▶ _THE PROBLEM_: Down to the final line, reproduce the entries that follow exactly.

▶ _MATERIAL FOR THIS EXERCISE_:
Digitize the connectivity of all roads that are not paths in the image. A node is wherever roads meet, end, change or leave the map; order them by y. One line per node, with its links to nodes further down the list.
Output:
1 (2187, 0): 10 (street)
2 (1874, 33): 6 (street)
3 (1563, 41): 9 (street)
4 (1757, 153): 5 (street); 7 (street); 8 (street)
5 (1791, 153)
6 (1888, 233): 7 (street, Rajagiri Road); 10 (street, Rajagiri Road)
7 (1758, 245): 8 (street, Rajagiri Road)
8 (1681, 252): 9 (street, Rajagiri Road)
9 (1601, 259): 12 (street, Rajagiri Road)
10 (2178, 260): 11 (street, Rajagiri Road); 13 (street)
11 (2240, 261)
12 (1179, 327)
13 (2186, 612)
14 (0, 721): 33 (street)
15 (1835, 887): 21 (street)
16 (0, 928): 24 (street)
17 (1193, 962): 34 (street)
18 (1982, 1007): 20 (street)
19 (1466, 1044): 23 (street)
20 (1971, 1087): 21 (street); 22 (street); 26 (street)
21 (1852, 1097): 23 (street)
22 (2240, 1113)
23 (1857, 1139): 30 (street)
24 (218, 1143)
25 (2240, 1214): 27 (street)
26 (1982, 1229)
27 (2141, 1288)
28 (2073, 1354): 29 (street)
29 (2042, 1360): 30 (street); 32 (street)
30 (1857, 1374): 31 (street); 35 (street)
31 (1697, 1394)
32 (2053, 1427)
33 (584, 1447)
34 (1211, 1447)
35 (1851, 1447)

▶ _WRITTEN ANSWER_:
Digitize the connectivity of all roads that are not paths in the image. A node is wherever roads meet, end, change or leave the map; order them by y. One line per node, with its links to nodes further down the list.
Output:
1 (2187, 0): 10 (street)
2 (1874, 33): 6 (street)
3 (1563, 41): 9 (street)
4 (1757, 153): 5 (street); 7 (street); 8 (street)
5 (1791, 153)
6 (1888, 233): 7 (street, Rajagiri Road); 10 (street, Rajagiri Road)
7 (1758, 245): 8 (street, Rajagiri Road)
8 (1681, 252): 9 (street, Rajagiri Road)
9 (1601, 259): 12 (street, Rajagiri Road)
10 (2178, 260): 11 (street, Rajagiri Road); 13 (street)
11 (2240, 261)
12 (1179, 327)
13 (2186, 612)
14 (0, 721): 33 (street)
15 (1835, 887): 21 (street)
16 (0, 928): 24 (street)
17 (1193, 962): 34 (street)
18 (1982, 1007): 20 (street)
19 (1466, 1044): 23 (street)
20 (1971, 1087): 21 (street); 22 (street); 26 (street)
21 (1852, 1097): 23 (street)
22 (2240, 1113)
23 (1857, 1139): 30 (street)
24 (218, 1143)
25 (2240, 1214): 27 (street)
26 (1982, 1229)
27 (2141, 1288)
28 (2073, 1354): 29 (street)
29 (2042, 1360): 30 (street); 32 (street)
30 (1857, 1374): 31 (street); 35 (street)
31 (1697, 1394)
32 (2053, 1427)
33 (584, 1447)
34 (1211, 1447)
35 (1851, 1447)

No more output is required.